═════ INFORMATION
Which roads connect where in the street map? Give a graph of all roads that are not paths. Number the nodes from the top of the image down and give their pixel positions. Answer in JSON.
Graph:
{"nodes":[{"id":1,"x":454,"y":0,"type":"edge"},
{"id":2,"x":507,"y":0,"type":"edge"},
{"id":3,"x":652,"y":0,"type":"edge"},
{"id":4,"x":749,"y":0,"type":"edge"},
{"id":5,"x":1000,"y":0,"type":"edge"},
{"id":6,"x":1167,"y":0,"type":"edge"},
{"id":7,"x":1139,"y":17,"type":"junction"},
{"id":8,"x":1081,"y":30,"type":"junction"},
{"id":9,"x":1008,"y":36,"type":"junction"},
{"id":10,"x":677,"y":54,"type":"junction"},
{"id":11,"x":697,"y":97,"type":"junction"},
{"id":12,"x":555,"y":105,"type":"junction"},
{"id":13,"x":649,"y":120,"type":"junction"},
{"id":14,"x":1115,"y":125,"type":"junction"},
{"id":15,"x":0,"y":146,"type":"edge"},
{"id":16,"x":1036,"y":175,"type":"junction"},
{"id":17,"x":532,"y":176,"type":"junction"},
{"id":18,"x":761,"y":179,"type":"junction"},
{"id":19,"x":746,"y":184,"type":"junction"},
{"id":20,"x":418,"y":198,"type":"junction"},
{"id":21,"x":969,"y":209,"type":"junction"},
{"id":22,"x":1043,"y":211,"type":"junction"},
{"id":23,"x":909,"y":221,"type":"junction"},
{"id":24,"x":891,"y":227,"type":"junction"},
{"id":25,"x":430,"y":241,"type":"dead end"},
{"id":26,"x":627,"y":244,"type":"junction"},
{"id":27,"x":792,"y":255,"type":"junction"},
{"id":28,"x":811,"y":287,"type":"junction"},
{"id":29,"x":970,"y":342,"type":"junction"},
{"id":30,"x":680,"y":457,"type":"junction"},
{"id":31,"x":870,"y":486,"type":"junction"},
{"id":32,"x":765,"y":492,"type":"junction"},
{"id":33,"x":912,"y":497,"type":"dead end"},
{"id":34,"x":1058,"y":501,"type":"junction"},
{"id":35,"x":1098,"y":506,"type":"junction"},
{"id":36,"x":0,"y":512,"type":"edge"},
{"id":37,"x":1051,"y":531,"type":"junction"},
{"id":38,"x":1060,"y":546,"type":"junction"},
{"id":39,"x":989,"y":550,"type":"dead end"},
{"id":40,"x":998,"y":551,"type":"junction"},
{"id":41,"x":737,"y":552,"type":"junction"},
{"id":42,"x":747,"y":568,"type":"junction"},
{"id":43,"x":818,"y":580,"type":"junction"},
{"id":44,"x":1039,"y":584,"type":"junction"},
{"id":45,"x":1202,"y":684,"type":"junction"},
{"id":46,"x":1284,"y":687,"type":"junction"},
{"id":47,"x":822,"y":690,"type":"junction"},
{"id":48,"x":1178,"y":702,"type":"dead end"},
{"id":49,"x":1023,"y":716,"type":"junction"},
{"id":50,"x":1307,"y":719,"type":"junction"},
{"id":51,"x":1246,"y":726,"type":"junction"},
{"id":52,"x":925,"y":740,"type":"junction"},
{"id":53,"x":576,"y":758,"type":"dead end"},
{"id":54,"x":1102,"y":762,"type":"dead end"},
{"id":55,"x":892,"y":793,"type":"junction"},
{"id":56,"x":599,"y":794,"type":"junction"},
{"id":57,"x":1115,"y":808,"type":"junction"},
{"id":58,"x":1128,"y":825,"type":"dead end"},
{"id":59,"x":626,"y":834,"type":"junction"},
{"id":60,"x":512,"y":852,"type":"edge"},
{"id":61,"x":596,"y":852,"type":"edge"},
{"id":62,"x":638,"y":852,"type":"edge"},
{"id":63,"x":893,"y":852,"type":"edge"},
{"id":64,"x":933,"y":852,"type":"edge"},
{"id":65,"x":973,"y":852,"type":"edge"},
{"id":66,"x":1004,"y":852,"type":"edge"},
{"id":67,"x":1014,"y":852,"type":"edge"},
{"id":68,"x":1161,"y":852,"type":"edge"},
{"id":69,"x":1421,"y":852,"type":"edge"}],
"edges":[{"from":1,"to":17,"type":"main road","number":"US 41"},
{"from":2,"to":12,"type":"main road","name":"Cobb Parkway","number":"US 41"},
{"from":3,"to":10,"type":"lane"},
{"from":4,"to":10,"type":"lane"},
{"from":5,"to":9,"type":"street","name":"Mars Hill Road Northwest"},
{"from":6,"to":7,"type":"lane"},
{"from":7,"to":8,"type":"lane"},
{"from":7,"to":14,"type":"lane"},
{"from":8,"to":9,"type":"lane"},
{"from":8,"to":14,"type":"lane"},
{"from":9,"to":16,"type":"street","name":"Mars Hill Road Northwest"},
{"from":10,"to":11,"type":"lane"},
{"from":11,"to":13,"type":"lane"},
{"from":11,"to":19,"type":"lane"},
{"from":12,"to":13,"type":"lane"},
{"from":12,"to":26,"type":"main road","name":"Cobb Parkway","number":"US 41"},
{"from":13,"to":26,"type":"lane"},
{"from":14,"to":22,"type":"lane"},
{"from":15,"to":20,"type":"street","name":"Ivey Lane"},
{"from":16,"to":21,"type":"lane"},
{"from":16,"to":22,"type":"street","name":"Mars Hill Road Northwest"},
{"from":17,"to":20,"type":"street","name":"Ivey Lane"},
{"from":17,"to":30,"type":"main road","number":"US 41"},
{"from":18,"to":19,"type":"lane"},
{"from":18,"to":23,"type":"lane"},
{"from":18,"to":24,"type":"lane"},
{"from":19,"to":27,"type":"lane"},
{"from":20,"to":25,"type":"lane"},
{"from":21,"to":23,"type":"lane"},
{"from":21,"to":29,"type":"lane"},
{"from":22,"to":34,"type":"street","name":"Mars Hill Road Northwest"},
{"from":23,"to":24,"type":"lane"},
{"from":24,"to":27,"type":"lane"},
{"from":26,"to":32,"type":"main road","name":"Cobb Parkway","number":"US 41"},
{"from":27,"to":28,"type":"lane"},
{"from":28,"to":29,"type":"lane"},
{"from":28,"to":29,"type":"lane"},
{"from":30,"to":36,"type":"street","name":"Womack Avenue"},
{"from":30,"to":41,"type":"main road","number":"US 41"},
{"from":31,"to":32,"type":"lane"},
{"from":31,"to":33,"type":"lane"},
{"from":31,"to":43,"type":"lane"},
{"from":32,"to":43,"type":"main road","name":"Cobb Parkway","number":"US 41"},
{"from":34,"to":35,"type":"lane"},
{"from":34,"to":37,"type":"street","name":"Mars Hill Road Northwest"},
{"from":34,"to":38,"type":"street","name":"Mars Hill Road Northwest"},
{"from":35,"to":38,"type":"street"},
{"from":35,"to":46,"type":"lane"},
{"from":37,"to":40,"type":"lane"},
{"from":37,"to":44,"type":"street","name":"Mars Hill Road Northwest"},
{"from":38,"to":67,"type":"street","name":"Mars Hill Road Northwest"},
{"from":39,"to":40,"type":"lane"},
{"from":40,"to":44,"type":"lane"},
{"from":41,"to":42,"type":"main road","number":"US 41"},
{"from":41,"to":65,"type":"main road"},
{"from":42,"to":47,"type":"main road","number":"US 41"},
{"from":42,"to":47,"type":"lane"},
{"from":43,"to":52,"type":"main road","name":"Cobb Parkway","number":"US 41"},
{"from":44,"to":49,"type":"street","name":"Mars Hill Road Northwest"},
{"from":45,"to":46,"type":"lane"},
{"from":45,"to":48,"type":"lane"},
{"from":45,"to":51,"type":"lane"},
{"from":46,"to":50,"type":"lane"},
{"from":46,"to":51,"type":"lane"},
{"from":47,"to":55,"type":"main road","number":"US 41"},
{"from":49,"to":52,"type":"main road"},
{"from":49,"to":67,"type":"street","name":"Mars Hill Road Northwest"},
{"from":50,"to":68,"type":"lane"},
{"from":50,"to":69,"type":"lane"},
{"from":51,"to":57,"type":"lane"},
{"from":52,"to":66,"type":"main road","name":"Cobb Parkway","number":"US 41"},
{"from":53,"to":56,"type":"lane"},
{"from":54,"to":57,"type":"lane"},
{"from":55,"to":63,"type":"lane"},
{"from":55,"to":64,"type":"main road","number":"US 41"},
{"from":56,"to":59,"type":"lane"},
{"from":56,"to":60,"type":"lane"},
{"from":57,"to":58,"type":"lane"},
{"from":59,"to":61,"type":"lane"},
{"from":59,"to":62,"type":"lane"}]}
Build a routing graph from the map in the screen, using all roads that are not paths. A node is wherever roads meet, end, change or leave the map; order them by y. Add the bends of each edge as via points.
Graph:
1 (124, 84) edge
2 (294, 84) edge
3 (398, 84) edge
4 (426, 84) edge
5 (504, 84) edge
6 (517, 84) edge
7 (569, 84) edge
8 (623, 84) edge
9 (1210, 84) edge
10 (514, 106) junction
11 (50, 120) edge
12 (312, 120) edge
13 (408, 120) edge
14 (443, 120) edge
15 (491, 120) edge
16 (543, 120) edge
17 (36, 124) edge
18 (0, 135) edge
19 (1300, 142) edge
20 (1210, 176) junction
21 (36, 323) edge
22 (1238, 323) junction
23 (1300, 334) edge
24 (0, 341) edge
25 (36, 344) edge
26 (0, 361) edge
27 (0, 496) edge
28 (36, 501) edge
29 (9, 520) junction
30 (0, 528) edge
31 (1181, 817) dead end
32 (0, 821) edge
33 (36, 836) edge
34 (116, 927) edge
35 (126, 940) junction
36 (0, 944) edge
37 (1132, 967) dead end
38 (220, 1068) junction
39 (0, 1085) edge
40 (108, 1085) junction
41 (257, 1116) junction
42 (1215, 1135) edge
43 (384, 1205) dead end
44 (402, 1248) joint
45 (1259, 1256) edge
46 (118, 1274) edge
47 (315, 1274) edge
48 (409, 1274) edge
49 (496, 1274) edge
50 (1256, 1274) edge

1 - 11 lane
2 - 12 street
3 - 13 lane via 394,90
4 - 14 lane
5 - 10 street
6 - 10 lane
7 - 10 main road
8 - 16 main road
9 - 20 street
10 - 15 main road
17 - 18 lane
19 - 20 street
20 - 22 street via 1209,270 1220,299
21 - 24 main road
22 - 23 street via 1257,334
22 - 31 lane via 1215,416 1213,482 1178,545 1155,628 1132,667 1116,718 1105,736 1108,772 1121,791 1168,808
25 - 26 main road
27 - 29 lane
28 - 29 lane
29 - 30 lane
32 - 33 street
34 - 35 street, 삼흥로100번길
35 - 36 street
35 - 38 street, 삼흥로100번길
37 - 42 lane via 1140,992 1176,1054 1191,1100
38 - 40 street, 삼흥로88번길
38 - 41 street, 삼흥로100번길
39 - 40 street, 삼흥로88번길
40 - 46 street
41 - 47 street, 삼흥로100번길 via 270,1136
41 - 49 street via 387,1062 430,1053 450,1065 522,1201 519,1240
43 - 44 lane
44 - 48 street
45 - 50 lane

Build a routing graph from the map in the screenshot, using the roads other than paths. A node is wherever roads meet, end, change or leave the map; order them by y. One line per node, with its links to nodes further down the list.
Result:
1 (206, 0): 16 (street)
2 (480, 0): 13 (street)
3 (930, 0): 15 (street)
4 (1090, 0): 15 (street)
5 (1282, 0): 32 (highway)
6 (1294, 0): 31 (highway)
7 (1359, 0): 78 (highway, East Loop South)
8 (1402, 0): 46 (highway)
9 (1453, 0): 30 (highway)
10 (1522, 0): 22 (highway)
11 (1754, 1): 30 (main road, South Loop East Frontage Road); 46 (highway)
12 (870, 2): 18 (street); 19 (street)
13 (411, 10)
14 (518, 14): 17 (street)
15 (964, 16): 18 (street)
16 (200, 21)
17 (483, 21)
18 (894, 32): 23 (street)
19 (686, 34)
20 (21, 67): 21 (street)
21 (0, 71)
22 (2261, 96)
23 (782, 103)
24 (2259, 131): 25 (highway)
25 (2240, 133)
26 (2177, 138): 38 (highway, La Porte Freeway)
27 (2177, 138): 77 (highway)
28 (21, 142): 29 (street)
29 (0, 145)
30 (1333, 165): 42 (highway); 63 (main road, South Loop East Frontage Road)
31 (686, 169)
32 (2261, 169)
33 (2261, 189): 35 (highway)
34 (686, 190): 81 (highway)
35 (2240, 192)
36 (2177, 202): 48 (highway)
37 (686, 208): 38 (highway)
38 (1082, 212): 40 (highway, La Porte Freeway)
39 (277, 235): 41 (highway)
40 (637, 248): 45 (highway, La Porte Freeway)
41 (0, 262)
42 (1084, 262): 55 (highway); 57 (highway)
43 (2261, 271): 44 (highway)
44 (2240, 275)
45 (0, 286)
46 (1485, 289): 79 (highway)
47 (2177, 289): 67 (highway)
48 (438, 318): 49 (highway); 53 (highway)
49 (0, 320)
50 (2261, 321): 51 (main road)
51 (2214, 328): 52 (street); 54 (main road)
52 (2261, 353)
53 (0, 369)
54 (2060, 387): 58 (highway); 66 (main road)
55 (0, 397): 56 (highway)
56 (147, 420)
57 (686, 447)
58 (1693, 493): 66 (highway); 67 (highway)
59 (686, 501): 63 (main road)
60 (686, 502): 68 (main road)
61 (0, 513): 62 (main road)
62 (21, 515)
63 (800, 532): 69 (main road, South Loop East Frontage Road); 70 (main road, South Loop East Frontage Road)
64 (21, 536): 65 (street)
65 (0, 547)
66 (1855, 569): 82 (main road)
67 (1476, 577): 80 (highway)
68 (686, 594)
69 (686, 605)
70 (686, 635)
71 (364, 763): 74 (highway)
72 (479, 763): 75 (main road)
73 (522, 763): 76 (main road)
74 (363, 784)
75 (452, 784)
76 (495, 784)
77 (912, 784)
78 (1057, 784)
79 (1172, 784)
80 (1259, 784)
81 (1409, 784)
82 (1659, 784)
══════════
◆ REQUIRED WORK: Which lines above contain the word "Loop"? List them.

◆ EXPECTED ANSWER:
7 (1359, 0): 78 (highway, East Loop South)
11 (1754, 1): 30 (main road, South Loop East Frontage Road); 46 (highway)
30 (1333, 165): 42 (highway); 63 (main road, South Loop East Frontage Road)
63 (800, 532): 69 (main road, South Loop East Frontage Road); 70 (main road, South Loop East Frontage Road)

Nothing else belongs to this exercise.